Records from a dataset
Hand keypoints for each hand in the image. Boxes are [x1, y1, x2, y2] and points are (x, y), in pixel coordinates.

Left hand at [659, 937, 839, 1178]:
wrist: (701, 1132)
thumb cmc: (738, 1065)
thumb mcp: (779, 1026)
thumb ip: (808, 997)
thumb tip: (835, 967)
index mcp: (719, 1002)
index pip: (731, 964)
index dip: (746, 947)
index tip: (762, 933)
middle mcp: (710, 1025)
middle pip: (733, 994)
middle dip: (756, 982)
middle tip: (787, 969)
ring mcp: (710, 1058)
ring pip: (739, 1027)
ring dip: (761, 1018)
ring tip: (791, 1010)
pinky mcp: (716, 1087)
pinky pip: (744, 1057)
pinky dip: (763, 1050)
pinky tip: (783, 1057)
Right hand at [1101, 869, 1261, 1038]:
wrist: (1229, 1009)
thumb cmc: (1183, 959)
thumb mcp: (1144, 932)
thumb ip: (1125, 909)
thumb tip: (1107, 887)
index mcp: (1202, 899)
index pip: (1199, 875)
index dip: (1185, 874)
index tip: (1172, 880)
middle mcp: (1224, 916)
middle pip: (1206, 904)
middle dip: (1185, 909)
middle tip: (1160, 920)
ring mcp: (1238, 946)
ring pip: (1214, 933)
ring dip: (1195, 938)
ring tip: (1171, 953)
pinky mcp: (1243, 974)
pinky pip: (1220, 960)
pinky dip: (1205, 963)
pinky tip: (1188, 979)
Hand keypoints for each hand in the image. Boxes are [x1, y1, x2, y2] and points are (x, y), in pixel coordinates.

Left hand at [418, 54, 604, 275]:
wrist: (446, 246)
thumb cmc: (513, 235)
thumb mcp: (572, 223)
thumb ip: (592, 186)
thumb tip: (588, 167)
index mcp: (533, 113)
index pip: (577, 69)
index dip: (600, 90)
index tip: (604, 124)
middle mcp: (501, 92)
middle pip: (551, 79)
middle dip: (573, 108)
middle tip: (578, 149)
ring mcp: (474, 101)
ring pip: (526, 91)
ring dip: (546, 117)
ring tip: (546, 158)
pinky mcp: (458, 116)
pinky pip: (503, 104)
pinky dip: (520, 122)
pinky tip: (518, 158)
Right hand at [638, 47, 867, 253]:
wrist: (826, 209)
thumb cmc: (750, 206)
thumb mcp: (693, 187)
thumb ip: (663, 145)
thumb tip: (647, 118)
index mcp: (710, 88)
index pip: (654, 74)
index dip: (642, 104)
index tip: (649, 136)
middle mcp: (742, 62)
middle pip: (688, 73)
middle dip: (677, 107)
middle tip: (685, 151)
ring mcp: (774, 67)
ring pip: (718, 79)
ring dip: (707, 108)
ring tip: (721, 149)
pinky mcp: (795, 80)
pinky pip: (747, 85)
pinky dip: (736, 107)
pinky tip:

What is required
Begin at the line above that has "ring pip: (739, 1027)" and stop after the line that has "thumb mcp: (1144, 932)", copying each line exactly and adding nothing else.

Response to the exercise
ring pip: (739, 1027)
ring dip: (761, 1018)
ring tip: (791, 1010)
pinky mcp: (716, 1087)
pinky pip: (744, 1057)
pinky dip: (763, 1050)
pinky tip: (783, 1057)
Right hand at [1101, 869, 1261, 1038]:
wrist: (1229, 1009)
thumb cmc: (1183, 959)
thumb mcp: (1144, 932)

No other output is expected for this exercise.